KETL
Knowledge Engineering Toolkit & Language
The Knowledge Engineering Toolkit & Language (KETL) is a
representation language and inference engine being developed to
support a broad range of knowledge-management tasks. The logic-based
representation language provides expressive power similar to CycL, with 2nd-order syntax and 1st-order
semantics. Assertions are fully represented objects. Contexts are
supported for assertions (similar to Microtheories in CycL). The
inference engine is relatively primitive but provides basic inference
capabilities and is being extended. It currently supports transitive
binary predicates (e.g., subClass), extension predicates (e.g., isa),
inheritance, with emerging support for rules and prototypes, truth
maintenance, and explanations.
KETL has been used in five applications:
- Appraising textual contributions during human
collaboration: The first application provides basic ontology and
reasoning support for managing textual contributions in the
collaboration tool Angler, a web-services tool that supports
collaboration among participants on some focus topic . KETL was used
to implement a manually-developed ontology relevant to a library of
collaboration comments about nuclear assets in Pakistan. This ontology
was then used to semantically index and reason about these
collaboration comments. For example, the application determines which
existing comments are most similar to a new comment. The application
also identifies concepts of the ontology that are not "covered" by any
of the existing collaboration comments, promoting suggesting possible
topics for the collaborators to consider in subsequent comments.

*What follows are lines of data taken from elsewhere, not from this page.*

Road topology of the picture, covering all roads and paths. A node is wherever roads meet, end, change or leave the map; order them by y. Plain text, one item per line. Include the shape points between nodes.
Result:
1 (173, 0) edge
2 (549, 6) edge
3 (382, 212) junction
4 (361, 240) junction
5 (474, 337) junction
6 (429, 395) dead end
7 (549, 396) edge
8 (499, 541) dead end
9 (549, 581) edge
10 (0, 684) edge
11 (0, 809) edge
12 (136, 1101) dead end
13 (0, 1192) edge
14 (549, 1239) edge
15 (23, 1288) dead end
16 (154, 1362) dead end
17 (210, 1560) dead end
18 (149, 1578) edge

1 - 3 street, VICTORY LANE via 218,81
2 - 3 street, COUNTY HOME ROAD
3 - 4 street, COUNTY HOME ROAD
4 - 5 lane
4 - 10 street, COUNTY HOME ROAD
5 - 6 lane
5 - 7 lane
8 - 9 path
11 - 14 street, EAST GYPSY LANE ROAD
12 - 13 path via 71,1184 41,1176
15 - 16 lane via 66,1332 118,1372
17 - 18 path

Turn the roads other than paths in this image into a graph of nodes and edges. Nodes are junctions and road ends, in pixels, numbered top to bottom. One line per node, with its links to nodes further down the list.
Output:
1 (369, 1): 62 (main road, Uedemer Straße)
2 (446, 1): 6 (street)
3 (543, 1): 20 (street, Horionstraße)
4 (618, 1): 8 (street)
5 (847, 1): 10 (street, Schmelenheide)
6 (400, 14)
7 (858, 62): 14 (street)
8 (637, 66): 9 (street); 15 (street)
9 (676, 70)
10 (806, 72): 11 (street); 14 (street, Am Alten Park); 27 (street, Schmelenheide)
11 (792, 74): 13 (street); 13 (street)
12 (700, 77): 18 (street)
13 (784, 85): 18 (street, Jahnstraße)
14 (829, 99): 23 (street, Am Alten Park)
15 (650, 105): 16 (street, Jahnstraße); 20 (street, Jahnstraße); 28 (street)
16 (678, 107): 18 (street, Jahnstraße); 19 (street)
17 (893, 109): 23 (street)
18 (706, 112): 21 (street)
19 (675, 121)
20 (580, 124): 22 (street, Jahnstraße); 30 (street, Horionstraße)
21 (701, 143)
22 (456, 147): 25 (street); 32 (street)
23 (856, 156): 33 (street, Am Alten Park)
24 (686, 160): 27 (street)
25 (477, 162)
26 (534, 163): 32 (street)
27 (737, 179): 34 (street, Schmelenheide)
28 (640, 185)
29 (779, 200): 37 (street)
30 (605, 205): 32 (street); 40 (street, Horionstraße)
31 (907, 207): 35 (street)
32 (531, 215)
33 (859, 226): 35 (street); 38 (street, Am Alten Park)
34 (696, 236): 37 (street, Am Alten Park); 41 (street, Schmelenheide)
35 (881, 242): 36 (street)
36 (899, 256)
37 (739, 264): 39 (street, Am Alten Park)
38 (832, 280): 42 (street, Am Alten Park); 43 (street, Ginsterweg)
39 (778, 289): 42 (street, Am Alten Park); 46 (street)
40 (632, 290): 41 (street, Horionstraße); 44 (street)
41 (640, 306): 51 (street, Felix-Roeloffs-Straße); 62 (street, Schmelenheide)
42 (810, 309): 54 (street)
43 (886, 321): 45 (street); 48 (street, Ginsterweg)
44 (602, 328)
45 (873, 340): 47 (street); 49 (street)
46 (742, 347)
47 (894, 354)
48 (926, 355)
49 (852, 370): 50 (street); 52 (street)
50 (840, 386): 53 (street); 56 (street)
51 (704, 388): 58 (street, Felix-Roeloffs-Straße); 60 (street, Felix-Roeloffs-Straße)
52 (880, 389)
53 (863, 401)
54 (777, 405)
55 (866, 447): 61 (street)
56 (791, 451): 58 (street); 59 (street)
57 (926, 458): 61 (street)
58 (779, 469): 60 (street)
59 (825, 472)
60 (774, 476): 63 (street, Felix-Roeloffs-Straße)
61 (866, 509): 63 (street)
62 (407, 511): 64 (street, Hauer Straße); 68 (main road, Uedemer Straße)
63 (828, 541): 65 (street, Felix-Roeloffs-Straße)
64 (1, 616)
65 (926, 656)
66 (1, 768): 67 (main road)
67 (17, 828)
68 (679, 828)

- Knowledge sharing during data analytics: The second
application provides support for sharing query data and results among
a set of data-analysis tools, including finding patterns in very large
data sets. KETL was used to implement PHERL, an interlingua that supports the
translations of query patterns and results between the native
languages of the data-analysis tools. This application leveraged the
expressive language of KETL to capture properties of assertions (e.g.,
to indicate that a given query pattern contains a particular atomic
formula).
- Conflict detection and resolution during data fusion: The
third application integrates fragments of a situation description
provided by multiple sensors, identifying and resolving subtle
conflicts among the fragments, in order to provide a single, coherent
situation description. KETL was used to capture background domain
knowledge. Various fragments describing a given situation were then
added into a single integration context. The background knowledge was
applied to elaborate the integration context. Meta-level reasoning was
used to identify conflicts in the elaboration. Explanations of
conflicting beliefs were used to identify candidate repairs for the
conflicts (i.e., hypothesized changes to the emerging situation
description that would resolve the conflicts).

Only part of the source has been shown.